*YOUR ASSIGNMENT*: Output only the lines below that start at the line containing "index mcp: (548, 568)" and end at the line containing "middle tip: (682, 102)", with both ends kept.

[EXTRACTED MATERIAL — start]

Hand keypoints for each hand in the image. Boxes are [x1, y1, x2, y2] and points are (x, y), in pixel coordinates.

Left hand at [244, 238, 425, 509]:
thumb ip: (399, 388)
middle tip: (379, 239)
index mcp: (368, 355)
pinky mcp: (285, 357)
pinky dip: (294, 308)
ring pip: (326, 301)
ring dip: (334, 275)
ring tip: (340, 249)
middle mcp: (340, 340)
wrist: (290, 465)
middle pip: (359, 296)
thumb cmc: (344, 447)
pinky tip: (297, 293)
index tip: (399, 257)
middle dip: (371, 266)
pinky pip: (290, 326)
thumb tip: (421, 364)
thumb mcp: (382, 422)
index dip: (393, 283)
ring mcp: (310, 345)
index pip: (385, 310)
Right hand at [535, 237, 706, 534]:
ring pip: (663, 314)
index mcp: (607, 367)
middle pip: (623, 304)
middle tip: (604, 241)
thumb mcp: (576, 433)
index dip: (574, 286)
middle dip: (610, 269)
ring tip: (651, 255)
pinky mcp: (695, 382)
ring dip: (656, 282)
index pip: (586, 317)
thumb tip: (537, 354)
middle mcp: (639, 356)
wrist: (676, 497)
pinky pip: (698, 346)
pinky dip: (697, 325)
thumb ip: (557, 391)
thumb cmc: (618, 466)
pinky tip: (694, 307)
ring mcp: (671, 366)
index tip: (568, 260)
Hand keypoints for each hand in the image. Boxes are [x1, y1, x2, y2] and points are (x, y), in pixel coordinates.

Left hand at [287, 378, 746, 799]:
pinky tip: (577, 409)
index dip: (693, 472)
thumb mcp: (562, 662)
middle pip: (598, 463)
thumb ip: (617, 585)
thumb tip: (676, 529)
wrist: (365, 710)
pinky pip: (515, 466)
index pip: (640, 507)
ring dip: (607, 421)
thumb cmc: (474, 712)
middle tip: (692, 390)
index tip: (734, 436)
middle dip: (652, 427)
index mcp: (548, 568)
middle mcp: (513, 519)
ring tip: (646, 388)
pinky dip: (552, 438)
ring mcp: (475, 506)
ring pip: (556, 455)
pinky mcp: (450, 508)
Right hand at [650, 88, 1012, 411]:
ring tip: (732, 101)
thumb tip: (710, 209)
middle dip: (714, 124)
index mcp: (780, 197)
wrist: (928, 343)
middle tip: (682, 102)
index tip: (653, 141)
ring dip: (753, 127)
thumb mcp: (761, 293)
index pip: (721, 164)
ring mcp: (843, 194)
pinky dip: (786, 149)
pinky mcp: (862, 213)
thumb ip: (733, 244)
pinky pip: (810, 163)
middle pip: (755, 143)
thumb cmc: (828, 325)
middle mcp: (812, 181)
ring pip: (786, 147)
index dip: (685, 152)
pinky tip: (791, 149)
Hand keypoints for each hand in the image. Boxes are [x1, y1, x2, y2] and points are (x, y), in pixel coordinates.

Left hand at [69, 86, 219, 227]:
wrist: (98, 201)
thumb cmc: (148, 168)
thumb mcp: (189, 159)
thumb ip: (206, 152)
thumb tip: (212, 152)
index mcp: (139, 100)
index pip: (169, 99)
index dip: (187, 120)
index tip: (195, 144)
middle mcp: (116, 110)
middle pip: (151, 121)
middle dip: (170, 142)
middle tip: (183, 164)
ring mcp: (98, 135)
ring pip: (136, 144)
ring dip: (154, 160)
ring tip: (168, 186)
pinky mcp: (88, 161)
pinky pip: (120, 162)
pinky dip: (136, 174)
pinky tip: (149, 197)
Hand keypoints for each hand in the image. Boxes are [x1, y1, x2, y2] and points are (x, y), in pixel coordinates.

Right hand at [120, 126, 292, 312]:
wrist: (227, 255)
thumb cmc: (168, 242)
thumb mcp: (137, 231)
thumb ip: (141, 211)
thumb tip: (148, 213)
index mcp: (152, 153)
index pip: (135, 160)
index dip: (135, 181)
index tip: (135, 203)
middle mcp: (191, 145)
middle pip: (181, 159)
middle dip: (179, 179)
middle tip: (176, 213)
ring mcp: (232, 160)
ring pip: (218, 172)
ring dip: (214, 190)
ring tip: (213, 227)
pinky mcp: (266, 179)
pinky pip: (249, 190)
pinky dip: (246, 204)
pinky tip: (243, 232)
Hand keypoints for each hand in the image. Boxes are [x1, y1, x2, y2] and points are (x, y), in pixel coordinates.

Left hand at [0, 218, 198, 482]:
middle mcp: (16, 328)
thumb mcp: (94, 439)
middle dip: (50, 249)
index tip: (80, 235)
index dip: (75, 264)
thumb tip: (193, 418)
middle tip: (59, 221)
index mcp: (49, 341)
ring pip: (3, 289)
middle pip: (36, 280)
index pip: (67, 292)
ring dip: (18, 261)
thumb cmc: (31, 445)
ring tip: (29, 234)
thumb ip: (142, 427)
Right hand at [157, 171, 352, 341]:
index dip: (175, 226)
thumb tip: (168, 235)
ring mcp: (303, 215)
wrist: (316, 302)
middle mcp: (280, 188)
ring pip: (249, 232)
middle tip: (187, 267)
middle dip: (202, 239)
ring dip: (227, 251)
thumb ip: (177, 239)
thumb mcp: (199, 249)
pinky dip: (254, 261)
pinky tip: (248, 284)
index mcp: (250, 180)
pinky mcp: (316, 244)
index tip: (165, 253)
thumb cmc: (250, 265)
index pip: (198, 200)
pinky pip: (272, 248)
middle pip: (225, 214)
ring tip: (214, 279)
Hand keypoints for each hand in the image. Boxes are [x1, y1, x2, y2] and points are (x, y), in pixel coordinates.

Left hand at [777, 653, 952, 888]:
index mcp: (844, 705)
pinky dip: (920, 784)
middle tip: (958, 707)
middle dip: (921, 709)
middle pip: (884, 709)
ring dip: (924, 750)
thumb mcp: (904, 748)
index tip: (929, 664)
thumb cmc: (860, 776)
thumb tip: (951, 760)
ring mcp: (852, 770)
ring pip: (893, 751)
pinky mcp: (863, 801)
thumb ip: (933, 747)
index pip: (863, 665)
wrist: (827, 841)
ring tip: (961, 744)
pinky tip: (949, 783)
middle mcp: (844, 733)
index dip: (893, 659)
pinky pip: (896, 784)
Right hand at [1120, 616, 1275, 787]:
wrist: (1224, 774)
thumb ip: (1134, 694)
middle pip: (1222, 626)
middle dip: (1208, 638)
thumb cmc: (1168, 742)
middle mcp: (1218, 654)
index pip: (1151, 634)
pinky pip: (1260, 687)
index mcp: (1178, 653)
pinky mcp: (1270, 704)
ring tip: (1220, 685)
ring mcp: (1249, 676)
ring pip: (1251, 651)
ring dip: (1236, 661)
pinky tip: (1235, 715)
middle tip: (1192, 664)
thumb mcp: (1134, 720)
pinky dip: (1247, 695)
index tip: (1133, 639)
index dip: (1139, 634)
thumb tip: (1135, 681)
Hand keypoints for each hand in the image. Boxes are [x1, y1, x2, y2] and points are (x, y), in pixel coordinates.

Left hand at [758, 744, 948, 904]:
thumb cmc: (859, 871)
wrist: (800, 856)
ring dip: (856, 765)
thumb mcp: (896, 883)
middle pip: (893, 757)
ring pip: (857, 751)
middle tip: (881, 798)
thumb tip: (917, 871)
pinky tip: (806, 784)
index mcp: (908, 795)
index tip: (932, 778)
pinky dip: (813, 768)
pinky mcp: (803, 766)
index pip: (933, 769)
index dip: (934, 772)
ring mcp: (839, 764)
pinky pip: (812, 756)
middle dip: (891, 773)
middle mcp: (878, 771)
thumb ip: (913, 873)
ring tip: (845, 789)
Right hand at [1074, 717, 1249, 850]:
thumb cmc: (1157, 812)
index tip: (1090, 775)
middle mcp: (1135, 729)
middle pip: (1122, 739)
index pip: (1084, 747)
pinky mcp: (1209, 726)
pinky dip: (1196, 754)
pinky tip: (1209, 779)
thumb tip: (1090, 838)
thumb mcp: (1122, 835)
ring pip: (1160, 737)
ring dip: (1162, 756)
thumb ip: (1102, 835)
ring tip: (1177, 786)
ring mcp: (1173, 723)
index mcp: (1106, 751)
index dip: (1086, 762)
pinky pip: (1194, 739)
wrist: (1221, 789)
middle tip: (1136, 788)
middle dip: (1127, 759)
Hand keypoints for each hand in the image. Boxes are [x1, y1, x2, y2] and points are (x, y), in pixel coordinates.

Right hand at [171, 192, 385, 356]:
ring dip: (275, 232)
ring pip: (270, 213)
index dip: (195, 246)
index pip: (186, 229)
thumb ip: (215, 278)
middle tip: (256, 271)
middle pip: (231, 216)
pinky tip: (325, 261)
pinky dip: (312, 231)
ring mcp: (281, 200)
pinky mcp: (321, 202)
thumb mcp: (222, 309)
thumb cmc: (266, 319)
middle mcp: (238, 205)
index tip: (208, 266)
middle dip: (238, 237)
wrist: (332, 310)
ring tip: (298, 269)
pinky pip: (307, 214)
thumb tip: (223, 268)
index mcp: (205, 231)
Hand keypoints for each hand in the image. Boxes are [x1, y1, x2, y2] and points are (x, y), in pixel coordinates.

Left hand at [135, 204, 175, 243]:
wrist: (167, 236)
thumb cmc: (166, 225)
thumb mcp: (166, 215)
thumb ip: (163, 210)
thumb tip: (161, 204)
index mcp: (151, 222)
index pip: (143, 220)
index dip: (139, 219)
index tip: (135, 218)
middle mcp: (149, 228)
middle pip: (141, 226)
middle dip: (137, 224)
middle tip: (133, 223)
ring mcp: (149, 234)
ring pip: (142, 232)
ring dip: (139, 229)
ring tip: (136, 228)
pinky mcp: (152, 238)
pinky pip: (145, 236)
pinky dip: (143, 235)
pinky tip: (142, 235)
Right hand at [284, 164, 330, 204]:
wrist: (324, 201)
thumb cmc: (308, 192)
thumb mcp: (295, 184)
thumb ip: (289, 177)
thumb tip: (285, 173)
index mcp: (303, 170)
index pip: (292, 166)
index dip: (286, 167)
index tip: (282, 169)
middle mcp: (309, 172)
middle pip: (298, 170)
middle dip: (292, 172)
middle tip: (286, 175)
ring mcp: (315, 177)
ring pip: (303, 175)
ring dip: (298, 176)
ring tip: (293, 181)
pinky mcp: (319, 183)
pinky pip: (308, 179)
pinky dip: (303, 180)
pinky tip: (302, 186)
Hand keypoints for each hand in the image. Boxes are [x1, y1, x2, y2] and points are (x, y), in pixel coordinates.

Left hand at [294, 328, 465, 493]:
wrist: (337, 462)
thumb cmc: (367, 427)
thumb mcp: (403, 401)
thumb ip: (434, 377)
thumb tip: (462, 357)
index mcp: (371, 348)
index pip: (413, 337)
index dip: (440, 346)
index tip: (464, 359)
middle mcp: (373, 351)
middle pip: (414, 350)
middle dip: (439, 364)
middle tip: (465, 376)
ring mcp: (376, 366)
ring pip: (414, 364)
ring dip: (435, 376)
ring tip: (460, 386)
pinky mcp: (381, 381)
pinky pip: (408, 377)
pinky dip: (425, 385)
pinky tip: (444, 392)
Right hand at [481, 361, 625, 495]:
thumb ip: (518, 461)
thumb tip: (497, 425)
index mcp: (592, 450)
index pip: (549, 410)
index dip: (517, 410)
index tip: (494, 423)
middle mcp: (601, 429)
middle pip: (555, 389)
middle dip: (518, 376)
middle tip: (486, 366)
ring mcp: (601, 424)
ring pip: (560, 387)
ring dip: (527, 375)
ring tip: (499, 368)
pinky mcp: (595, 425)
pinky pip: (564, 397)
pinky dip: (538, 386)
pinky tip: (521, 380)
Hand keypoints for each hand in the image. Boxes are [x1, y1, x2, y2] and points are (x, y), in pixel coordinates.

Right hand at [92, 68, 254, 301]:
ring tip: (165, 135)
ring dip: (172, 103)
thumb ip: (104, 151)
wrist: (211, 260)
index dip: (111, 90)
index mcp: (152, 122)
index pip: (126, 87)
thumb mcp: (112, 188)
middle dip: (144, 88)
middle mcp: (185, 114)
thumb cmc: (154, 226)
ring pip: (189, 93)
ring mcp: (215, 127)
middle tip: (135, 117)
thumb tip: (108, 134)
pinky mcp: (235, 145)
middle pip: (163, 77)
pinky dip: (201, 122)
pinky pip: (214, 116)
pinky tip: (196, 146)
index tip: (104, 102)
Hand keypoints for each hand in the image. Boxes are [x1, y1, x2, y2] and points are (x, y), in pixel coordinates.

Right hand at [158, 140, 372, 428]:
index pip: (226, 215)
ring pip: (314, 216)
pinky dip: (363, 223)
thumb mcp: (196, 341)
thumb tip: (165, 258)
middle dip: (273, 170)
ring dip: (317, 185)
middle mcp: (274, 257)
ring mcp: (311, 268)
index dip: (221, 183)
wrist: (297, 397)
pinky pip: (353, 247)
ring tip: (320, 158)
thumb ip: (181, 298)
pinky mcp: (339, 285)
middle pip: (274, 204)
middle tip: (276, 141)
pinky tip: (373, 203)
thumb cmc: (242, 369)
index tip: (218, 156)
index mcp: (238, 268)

[EXTRACTED MATERIAL — finish]

*EXPECTED OUTPUT*:
index mcp: (548, 568)
middle mcp: (513, 519)
ring tip: (646, 388)
pinky dip: (552, 438)
ring mcp: (475, 506)
ring pip: (556, 455)
pinky mcp: (450, 508)
Right hand at [650, 88, 1012, 411]:
ring tip: (732, 101)
thumb tip: (710, 209)
middle dip: (714, 124)
index mcp: (780, 197)
wrist: (928, 343)
middle tip: (682, 102)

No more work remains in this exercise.